▶ SUPPLIED MATERIAL:
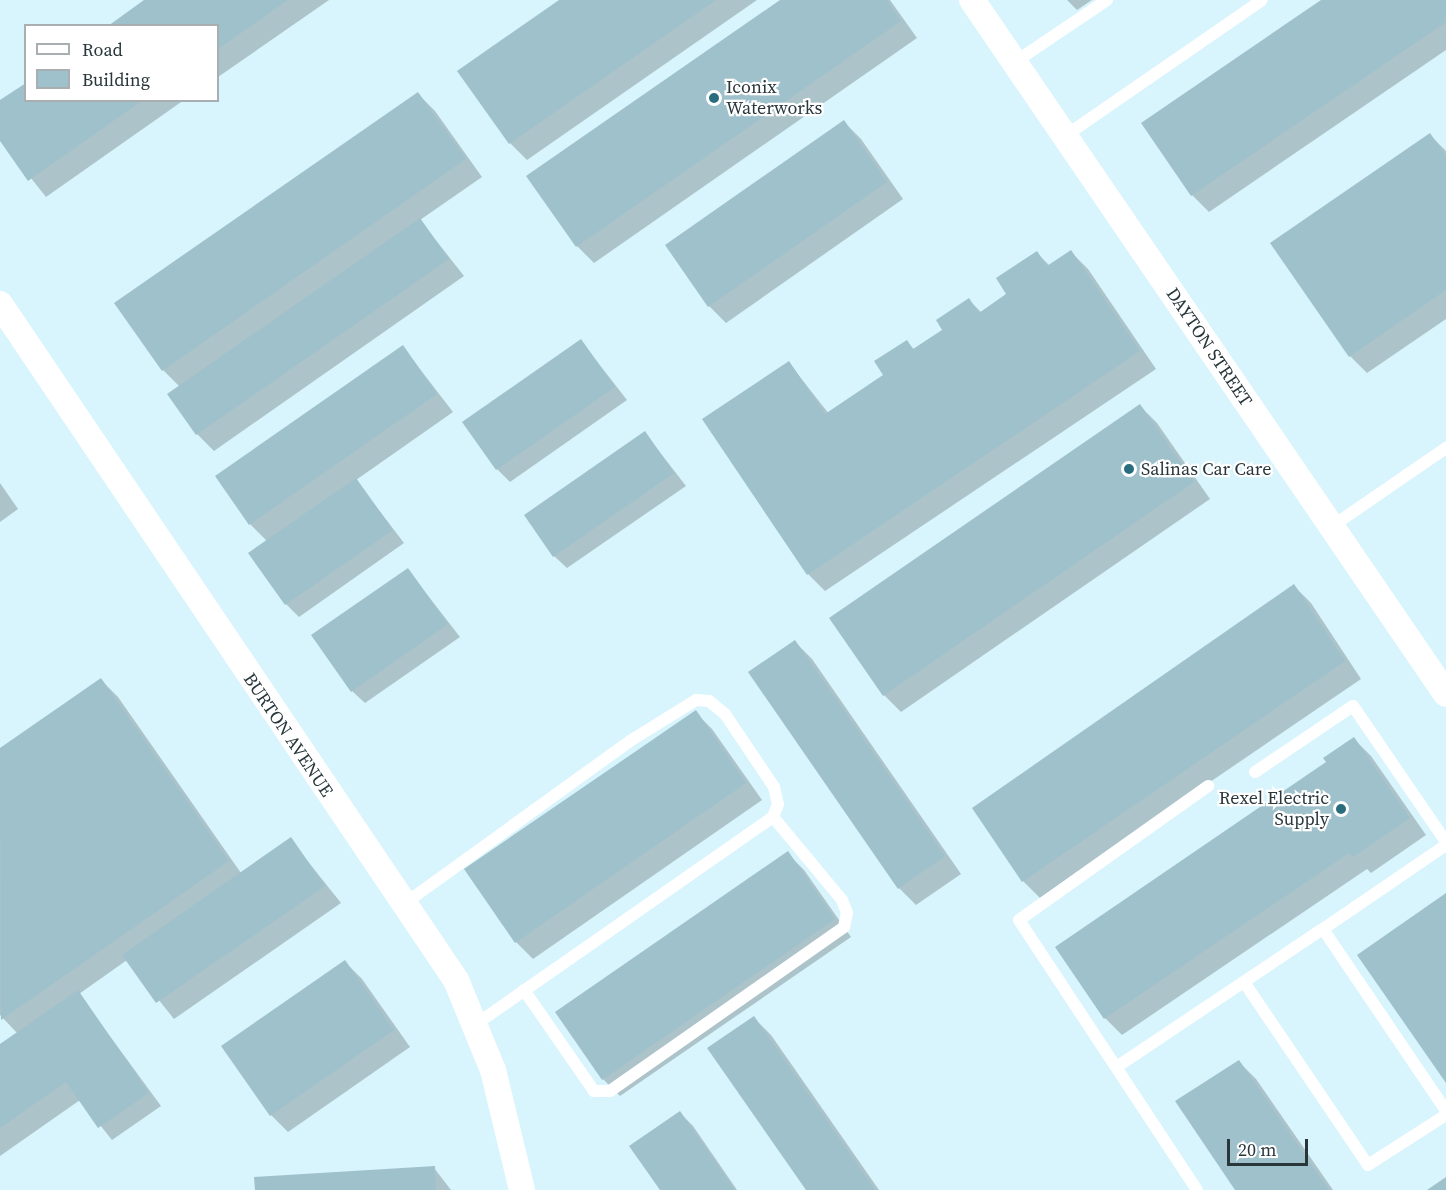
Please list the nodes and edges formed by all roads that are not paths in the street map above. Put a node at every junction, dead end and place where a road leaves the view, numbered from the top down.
1 (972, 0) edge
2 (1107, 0) edge
3 (1262, 0) edge
4 (1015, 62) junction
5 (1065, 136) junction
6 (0, 304) edge
7 (1446, 448) edge
8 (1332, 527) junction
9 (1446, 694) edge
10 (1255, 772) dead end
11 (1208, 786) dead end
12 (773, 818) junction
13 (1446, 844) edge
14 (404, 904) junction
15 (1323, 929) junction
16 (1244, 982) junction
17 (524, 990) junction
18 (476, 1024) junction
19 (1118, 1066) junction
20 (1446, 1113) edge
21 (522, 1190) edge
22 (1197, 1190) edge

1 - 4 street, DAYTON STREET
2 - 4 lane
3 - 5 lane
4 - 5 street, DAYTON STREET
5 - 8 street, DAYTON STREET
6 - 14 street, BURTON AVENUE
7 - 8 lane
8 - 9 street, DAYTON STREET
10 - 13 lane
11 - 19 lane
12 - 14 lane
12 - 17 lane
12 - 17 lane
13 - 15 lane
14 - 18 street, BURTON AVENUE
15 - 16 lane
15 - 20 lane
16 - 19 lane
16 - 20 lane
17 - 18 lane
18 - 21 street, BURTON AVENUE
19 - 22 lane

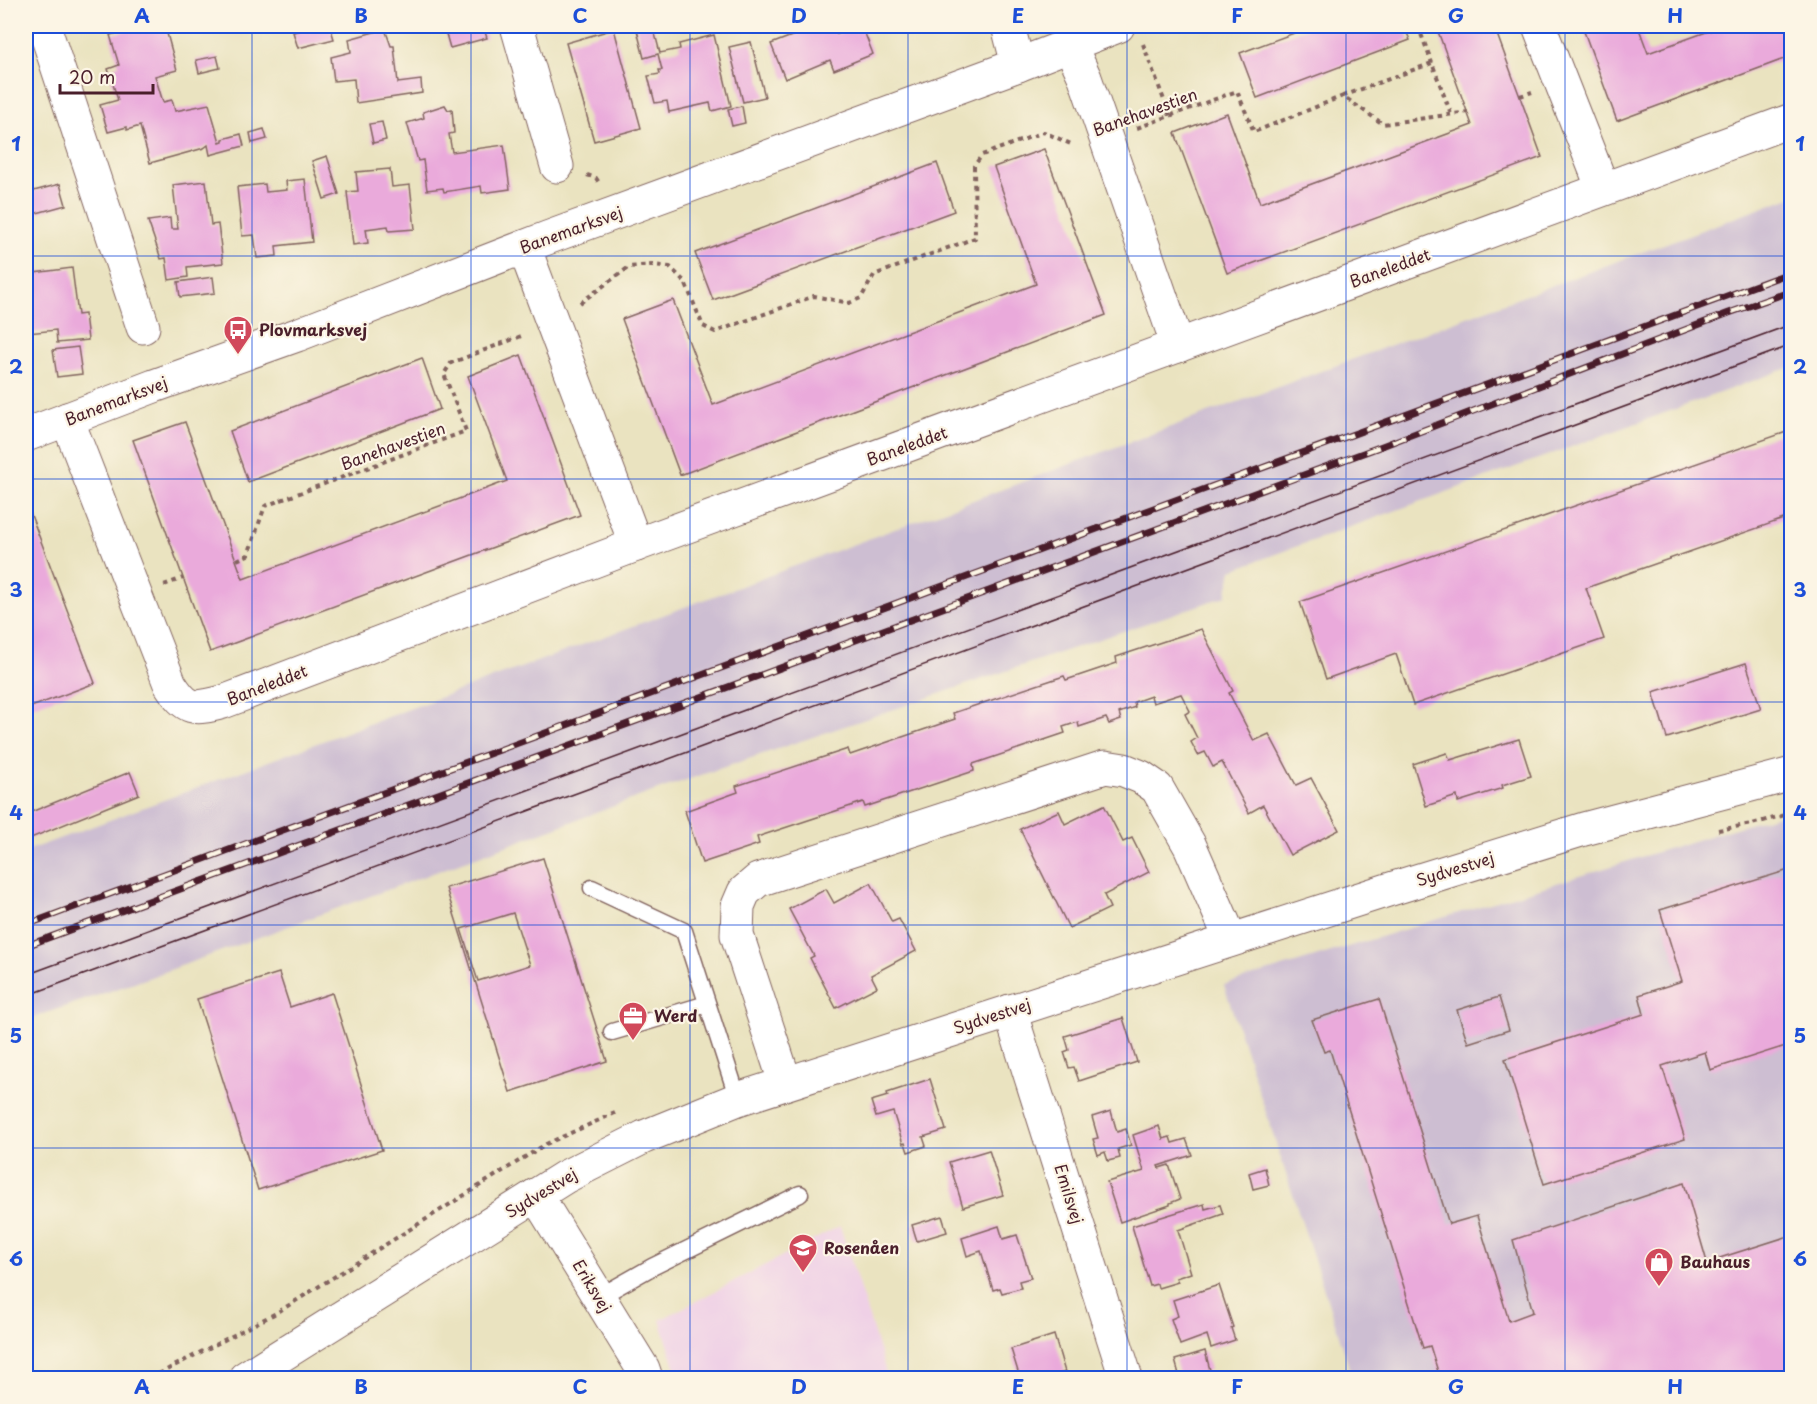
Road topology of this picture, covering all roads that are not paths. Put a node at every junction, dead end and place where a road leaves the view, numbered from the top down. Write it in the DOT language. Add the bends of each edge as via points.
graph roads {
  1 [pos="44,26"];
  2 [pos="517,26"];
  3 [pos="1008,26"];
  4 [pos="1539,26"];
  5 [pos="1128,31"];
  6 [pos="1070,45"];
  7 [pos="1018,65"];
  8 [pos="1791,120"];
  9 [pos="557,166"];
  10 [pos="1603,189"];
  11 [pos="524,247"];
  12 [pos="143,327"];
  13 [pos="1178,346"];
  14 [pos="67,419"];
  15 [pos="26,435"];
  16 [pos="636,545"];
  17 [pos="1791,774"];
  18 [pos="592,888"];
  19 [pos="1232,940"];
  20 [pos="707,1004"];
  21 [pos="1010,1011"];
  22 [pos="612,1032"];
  23 [pos="785,1082"];
  24 [pos="738,1099"];
  25 [pos="800,1194"];
  26 [pos="536,1195"];
  27 [pos="599,1297"];
  28 [pos="245,1378"];
  29 [pos="646,1378"];
  30 [pos="1126,1378"];
  1 -- 12 [label="street"];
  2 -- 9 [label="street"];
  3 -- 7 [label="street"];
  4 -- 10 [label="street"];
  5 -- 6 [label="street, Banemarksvej"];
  6 -- 7 [label="street, Banemarksvej"];
  6 -- 13 [label="street"];
  7 -- 11 [label="street, Banemarksvej"];
  8 -- 10 [label="street, Baneleddet"];
  10 -- 13 [label="street, Baneleddet"];
  11 -- 14 [label="street, Banemarksvej"];
  11 -- 16 [label="street"];
  13 -- 16 [label="street, Baneleddet"];
  14 -- 15 [label="street, Banemarksvej"];
  14 -- 16 [label="street, Baneleddet" via="170,684 190,706 223,702"];
  17 -- 19 [label="street, Sydvestvej" via="1584,829"];
  18 -- 20 [label="lane" via="684,931"];
  19 -- 21 [label="street, Sydvestvej"];
  19 -- 23 [label="street" via="1190,846 1157,788 1142,777 1106,767 758,880 744,892 738,906 737,935"];
  20 -- 22 [label="lane"];
  20 -- 24 [label="lane"];
  21 -- 23 [label="street, Sydvestvej"];
  21 -- 30 [label="street, Emilsvej"];
  23 -- 24 [label="street, Sydvestvej"];
  24 -- 26 [label="street, Sydvestvej" via="644,1137"];
  25 -- 27 [label="lane" via="652,1266"];
  26 -- 27 [label="street, Eriksvej"];
  26 -- 28 [label="street, Sydvestvej"];
  27 -- 29 [label="street, Eriksvej"];
}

▶ ASSIGNMENT:
Once you have checked every line of the material above, return the ones that hold the string "Banemarksvej".

▶ ANSWER BOX:
  5 -- 6 [label="street, Banemarksvej"];
  6 -- 7 [label="street, Banemarksvej"];
  7 -- 11 [label="street, Banemarksvej"];
  11 -- 14 [label="street, Banemarksvej"];
  14 -- 15 [label="street, Banemarksvej"];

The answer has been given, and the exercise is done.